Mix in ginger and garlic, cook for about 30 seconds. 

Sprinkle the sugar if using and then the soy sauce. Stir to combine and remove from heat.

Add pepper if using and mix well. 

Serve hot garnished with sesame and cilantro. Enjoy!

Thursday, April 6, 2017

Quick & Easy Thai Red Curry

This tasty curry is so quick and easy to prepare that my family would not believe that it was actually made fresh! Fabulous food for a busy weeknight!

Before prepping the curry, start the rice, grains or pasta cooking and you will have everything ready by the time the curry is finished. If you have leftover cooked grains or noodles, then you can serve even quicker. Delicious over cooked white/brown/red rice, quinoa, couscous, rice noodles, angel hair/linguine/spaghetti etc.
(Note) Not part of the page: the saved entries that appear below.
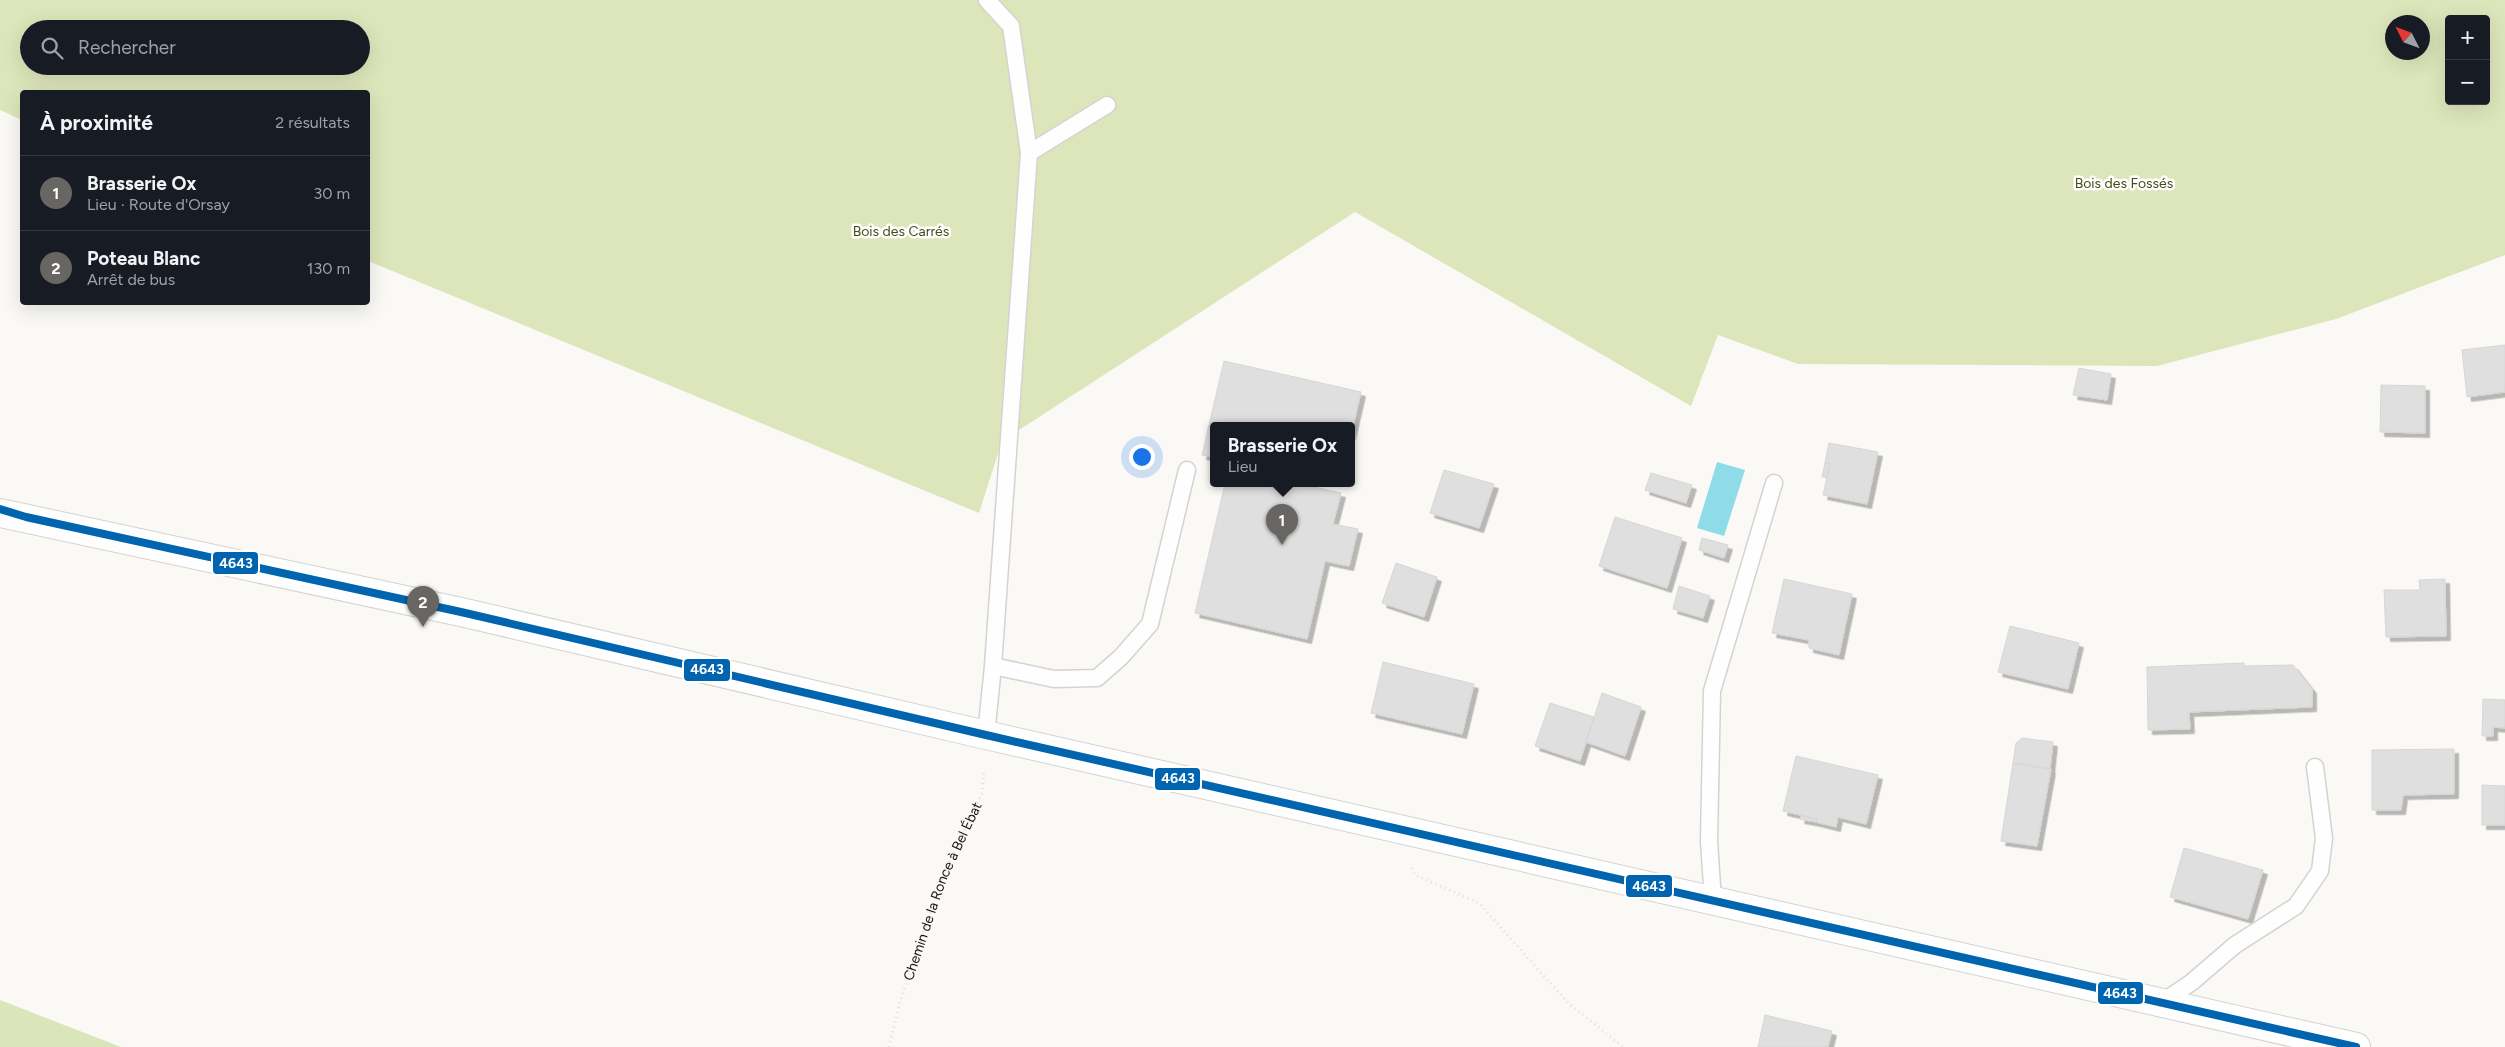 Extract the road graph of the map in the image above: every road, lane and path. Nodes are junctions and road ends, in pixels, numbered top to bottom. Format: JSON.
{"nodes":[{"id":1,"x":987,"y":0,"type":"edge"},
{"id":2,"x":1180,"y":0,"type":"edge"},
{"id":3,"x":1107,"y":106,"type":"joint"},
{"id":4,"x":1029,"y":153,"type":"junction"},
{"id":5,"x":1186,"y":470,"type":"dead end"},
{"id":6,"x":1774,"y":483,"type":"dead end"},
{"id":7,"x":9,"y":513,"type":"edge"},
{"id":8,"x":994,"y":666,"type":"junction"},
{"id":9,"x":986,"y":735,"type":"junction"},
{"id":10,"x":2315,"y":767,"type":"dead end"},
{"id":11,"x":1397,"y":828,"type":"junction"},
{"id":12,"x":1714,"y":901,"type":"junction"},
{"id":13,"x":2161,"y":1003,"type":"junction"},
{"id":14,"x":889,"y":1047,"type":"edge"},
{"id":15,"x":1623,"y":1047,"type":"edge"},
{"id":16,"x":2356,"y":1047,"type":"edge"}],
"edges":[{"from":1,"to":4,"type":"lane"},
{"from":2,"to":3,"type":"path"},
{"from":3,"to":4,"type":"lane"},
{"from":4,"to":8,"type":"lane"},
{"from":5,"to":8,"type":"lane"},
{"from":6,"to":12,"type":"lane"},
{"from":7,"to":9,"type":"main road"},
{"from":8,"to":9,"type":"lane"},
{"from":9,"to":11,"type":"main road"},
{"from":9,"to":14,"type":"path","name":"Chemin de la Ronce à Bel Ébat"},
{"from":10,"to":13,"type":"lane"},
{"from":11,"to":12,"type":"main road"},
{"from":11,"to":15,"type":"path"},
{"from":12,"to":13,"type":"main road"},
{"from":13,"to":16,"type":"main road"}]}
Note: If Thai Curry Paste is not handy, use your favorite curry powder - about 1-2 tablespoons of it. Use whichever of the veggies is/are available if the ones given in the recipe are not. Broccoli, cauliflower, sweet potatoes, etc are delicious in this recipe.

Serves 4


1 can Coconut Milk (14 oz)
2 -3 T Thai Red Curry Paste
1 - 3 t Coconut OR Brown Sugar
1 tsp Curry Powder (optional)
1/4 t Turmeric
1/2 t Salt
Stems from the Cilantro
1 small Onion, diced large
2 - 3 Carrots, sliced thickly
1 pkg Firm Tofu (14 - 16 oz), cut into 1" cubes
6-8 oz Mushrooms, quartered
4 - 6 Mini Sweet Peppers or 1 Bell Pepper, diced
2 cups Baby Spinach OR chopped Cabbage
3 - 4 Scallions, sliced
1 Handful Fresh Cilantro

4 Servings cooked hot Rice, grains or noodles
Roasted Cashews or Peanuts, chopped
Thai Style Chile-Garlic Sauce, to serve


Place coconut milk, curry paste, sugar, curry powder (if using), turmeric and salt in a large pan. Heat stirring to mix the curry paste well into the coconut milk. Bring to a boil, lower heat so the sauce is simmering. 

Add the lower thick stems from the cilantro, onions and carrots to the pot, cover and simmer for about 3 minutes. 

Tip the tofu cubes, mushrooms, and peppers into the curry and stir gently to coat; cover. Simmer for 2 to 3 minutes.

Top the curry with the spinach/cabbage and scallions; do not stir! Cover and simmer for 2 minutes. Turn off the heat.

Let the curry rest for about 5 minutes. Stir in the torn cilantro into the curry and serve.

Divide the hot grains or noodles among 4 wide bowls, ladle the curry on top, sprinkle with nuts and serve.

Pass a little bowl of Thai-Style Chile-Garlic Sauce for those who would like to spice up their curry.